[Body or hand keypoint data]
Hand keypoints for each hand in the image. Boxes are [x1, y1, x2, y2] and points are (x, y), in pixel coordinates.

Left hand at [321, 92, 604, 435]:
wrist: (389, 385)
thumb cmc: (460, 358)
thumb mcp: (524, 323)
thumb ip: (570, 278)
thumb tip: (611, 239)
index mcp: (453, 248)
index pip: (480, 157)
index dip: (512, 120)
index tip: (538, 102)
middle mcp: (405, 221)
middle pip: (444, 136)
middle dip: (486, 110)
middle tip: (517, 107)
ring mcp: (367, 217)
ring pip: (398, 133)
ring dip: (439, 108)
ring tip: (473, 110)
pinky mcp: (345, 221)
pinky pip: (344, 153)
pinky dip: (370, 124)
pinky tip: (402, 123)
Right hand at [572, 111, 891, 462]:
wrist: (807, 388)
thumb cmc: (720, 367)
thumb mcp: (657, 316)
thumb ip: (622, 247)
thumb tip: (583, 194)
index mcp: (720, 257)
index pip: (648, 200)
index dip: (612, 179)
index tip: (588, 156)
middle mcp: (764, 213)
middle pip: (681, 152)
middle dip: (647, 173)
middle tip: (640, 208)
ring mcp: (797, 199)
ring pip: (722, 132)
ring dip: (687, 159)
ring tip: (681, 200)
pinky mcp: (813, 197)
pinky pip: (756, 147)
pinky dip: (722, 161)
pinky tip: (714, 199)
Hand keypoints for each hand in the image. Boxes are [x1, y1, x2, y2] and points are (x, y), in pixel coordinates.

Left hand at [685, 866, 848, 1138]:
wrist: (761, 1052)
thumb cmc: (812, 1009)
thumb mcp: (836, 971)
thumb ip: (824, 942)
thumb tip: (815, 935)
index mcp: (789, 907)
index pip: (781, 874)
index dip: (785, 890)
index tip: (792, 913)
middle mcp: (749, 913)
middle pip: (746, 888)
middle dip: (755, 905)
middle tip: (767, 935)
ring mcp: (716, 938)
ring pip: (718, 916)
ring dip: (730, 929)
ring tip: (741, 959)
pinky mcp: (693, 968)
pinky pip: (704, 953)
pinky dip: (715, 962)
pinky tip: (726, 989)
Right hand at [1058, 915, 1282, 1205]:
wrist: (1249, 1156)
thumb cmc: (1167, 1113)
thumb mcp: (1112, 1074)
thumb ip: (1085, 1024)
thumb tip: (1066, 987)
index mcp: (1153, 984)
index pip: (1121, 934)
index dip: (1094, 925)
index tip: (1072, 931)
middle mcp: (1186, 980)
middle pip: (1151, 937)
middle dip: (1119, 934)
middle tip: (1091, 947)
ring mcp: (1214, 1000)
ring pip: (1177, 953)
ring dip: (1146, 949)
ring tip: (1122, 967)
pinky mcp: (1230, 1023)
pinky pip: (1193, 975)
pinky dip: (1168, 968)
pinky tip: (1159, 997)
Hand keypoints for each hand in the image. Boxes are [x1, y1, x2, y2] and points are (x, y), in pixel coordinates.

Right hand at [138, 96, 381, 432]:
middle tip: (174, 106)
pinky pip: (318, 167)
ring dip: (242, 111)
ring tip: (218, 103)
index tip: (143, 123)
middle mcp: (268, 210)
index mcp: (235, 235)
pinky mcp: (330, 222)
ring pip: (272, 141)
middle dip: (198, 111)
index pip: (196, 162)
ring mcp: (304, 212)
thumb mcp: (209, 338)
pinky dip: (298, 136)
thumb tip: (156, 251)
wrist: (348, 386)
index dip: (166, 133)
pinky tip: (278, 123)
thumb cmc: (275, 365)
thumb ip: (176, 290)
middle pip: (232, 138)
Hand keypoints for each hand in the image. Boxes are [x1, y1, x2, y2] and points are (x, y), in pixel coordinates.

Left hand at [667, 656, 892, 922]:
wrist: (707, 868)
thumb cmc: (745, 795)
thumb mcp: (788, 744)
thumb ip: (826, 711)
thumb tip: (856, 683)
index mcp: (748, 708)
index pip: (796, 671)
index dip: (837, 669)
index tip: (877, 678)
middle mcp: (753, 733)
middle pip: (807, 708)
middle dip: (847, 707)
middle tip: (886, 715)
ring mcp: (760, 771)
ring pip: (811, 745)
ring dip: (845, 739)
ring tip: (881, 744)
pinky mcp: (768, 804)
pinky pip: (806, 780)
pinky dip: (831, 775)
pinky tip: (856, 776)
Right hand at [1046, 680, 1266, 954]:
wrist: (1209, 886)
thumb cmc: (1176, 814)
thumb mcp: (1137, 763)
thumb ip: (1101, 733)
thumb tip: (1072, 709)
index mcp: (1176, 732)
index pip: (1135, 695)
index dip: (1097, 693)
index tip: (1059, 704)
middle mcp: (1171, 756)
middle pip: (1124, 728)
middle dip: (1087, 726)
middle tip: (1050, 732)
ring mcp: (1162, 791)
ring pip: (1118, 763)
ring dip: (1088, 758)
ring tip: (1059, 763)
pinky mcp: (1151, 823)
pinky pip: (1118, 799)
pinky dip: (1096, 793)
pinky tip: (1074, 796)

■ **YOUR INSTRUCTIONS**: Only the lines from the one with "ring dip: (845, 739)" through the final line above should be repeated, each exactly as written.

■ **PROBLEM SOLUTION**:
ring dip: (845, 739)
ring tip: (881, 744)
pinky mcp: (768, 804)
pinky pip: (806, 780)
pinky dip: (831, 775)
pinky tip: (856, 776)
Right hand at [1046, 680, 1266, 954]:
wrist: (1209, 886)
thumb cmc: (1176, 814)
thumb mcp: (1137, 763)
thumb ip: (1101, 733)
thumb tip: (1072, 709)
index mcp: (1176, 732)
index pip: (1135, 695)
index dip: (1097, 693)
index tip: (1059, 704)
middle mcp: (1171, 756)
middle pip: (1124, 728)
middle dip: (1087, 726)
middle tip: (1050, 732)
ring mcp: (1162, 791)
ring pip: (1118, 763)
ring dip: (1088, 758)
ring tip: (1059, 763)
pinky mcp: (1151, 823)
pinky pip: (1118, 799)
pinky dip: (1096, 793)
pinky tip: (1074, 796)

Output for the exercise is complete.